A solid though flawed look at carbon offsets by the New York Times’ climate desk
“Climate Offsets Make You Feel Good, but Do They Do Good?” was the headline of a New York Times May 18, 2022 explainer on carbon offsets. (That was the print-edition headline; the digital edition was titled “Do Airline Climate Offsets Really Work? Here’s the Good News, and the Bad.”)
The article’s subhead telegraphs its answer, “Carbon credits could eventually play an important role in fighting climate change, but right now a few dollars’ worth won’t change much.” That’s pretty much our position, though we’re somewhat less sanguine on the “eventually” part. The reasons — “additionality,” fragility and outright scams — are well summarized in the Times story. Ditto the larger problem of distraction, as Times climate reporter Maggie Astor wrote:
Part of the appeal of carbon offsets is the notion that it’s possible to meaningfully combat climate change while living our lives and structuring our society in the same way we always have. For that reason, some experts see carbon offsets as actively damaging, inasmuch as they give people cover to avoid reducing emissions at the source.

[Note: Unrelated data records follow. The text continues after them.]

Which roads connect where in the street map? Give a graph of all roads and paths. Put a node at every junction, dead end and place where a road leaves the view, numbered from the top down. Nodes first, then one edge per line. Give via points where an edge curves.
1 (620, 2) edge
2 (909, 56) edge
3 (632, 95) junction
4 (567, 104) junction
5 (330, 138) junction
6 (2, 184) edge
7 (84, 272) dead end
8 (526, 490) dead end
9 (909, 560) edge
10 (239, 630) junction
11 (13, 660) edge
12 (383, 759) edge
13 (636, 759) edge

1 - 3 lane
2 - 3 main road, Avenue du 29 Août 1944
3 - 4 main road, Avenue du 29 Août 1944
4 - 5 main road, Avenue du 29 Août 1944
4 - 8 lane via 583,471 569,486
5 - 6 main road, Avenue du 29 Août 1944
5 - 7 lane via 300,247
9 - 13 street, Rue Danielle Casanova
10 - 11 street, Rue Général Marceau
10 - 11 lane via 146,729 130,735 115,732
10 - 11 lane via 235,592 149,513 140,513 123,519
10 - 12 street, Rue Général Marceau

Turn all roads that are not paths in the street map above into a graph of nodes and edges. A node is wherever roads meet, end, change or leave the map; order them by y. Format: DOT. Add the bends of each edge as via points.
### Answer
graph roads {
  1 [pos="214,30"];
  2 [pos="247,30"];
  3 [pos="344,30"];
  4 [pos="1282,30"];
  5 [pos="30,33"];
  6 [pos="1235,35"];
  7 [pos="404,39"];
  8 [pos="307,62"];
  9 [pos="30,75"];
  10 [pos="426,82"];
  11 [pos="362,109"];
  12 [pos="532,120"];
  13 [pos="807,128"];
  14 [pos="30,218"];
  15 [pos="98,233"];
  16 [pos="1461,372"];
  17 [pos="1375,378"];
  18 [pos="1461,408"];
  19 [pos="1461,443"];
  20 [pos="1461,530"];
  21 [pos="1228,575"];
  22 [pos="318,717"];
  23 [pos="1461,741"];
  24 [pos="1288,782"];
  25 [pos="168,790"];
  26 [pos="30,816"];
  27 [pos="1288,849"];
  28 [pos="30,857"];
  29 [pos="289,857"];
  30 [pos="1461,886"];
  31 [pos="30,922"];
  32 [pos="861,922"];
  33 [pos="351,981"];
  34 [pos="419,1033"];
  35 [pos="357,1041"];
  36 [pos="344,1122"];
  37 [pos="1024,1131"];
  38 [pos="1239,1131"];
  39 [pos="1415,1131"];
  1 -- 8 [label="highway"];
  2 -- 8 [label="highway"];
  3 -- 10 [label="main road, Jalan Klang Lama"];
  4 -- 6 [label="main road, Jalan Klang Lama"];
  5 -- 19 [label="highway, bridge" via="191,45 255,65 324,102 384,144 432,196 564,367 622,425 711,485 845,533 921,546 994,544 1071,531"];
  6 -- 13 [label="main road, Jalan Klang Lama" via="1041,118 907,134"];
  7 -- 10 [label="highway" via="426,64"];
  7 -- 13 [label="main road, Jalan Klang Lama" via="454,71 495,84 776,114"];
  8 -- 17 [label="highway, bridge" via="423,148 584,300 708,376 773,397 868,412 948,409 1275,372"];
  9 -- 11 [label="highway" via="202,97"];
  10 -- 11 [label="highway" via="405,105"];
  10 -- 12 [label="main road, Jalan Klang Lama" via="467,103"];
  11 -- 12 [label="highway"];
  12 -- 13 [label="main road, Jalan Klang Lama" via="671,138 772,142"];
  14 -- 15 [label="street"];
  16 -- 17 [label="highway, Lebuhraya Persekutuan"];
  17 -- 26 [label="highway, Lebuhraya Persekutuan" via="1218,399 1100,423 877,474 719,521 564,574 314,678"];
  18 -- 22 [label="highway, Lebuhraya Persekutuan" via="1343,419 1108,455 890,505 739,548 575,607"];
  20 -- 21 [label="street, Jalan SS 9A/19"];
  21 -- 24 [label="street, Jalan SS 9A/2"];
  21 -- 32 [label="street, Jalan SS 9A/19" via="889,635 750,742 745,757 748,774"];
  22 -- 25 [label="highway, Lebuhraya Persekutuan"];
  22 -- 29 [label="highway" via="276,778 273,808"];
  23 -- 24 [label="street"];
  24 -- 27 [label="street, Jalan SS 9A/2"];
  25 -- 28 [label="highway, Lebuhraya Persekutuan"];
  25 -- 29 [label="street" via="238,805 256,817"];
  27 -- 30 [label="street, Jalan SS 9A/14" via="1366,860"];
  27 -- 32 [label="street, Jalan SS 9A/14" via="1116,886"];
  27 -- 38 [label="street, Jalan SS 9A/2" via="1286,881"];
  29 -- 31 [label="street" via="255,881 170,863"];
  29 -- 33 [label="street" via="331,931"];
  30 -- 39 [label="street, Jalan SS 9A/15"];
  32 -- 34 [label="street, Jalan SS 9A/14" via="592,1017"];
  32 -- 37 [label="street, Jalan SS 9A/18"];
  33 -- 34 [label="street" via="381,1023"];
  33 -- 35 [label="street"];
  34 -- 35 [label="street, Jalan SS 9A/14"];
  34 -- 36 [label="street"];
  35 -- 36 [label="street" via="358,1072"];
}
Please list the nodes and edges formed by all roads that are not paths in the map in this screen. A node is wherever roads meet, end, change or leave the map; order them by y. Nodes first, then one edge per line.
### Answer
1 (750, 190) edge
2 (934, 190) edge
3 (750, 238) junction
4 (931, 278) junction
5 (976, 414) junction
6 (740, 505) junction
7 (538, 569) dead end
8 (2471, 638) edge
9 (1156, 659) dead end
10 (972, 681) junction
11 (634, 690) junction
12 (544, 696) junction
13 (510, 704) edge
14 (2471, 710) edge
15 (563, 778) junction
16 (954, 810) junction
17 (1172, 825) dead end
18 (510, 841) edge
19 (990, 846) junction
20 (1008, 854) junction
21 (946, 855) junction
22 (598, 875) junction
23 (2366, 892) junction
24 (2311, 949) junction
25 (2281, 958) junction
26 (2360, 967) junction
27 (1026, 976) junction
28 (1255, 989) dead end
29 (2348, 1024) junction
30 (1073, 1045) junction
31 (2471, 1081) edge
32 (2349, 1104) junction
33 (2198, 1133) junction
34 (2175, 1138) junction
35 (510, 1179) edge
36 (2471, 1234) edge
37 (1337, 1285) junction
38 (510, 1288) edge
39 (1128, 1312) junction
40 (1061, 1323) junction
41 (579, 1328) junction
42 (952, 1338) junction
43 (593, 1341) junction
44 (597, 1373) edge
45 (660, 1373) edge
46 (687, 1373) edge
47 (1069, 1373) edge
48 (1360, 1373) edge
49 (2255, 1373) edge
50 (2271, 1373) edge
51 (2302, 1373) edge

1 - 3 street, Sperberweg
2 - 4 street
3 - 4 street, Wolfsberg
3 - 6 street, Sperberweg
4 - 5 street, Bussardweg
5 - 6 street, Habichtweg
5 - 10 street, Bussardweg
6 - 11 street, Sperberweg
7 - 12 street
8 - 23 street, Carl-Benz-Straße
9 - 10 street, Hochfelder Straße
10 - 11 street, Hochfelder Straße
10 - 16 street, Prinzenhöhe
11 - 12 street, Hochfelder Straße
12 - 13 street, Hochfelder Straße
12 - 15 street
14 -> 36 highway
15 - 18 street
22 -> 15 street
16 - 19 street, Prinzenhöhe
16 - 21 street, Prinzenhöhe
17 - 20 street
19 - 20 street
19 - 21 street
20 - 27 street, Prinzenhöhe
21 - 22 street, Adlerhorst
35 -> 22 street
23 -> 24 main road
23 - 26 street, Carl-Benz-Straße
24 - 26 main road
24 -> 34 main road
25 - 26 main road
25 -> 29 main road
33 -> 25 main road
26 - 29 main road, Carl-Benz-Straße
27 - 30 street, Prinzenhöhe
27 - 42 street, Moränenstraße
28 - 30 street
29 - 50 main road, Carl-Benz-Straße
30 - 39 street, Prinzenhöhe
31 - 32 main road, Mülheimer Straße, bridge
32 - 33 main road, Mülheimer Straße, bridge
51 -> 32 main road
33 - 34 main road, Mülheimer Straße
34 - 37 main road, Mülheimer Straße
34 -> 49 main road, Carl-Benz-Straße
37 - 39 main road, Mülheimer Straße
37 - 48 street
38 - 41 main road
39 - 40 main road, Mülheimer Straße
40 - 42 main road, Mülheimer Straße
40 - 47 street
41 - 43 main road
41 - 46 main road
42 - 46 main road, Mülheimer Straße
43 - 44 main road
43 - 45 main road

We couldn’t say it better, ourselves. Which made doubly shocking what Astor added, just two paragraphs down:
While individual activities do have environmental costs, and flying is one of the costliest, climate change is overwhelmingly driven by the actions of the fossil fuel industry.
That statement is false and unfortunate. It’s false because the main driver of climate change is demand for the energy services provided by fossil fuels — air travel, driving (these days in ever more monstrous trucks), operating supersized homes in spread-out suburbs, and so forth — and not the activities of the fossil fuel companies, whose direct emissions pale in comparison to emissions caused by using the products they manufacture and sell.
And the statement is unfortunate because it contributes to the comforting but strategically unwise choice — by now, an article of (misplaced) faith in the climate movement — to target the fossil fuel industry rather than do the hard work for carbon taxes and allied policies that go straight at the demand for fossil fuels in the first place.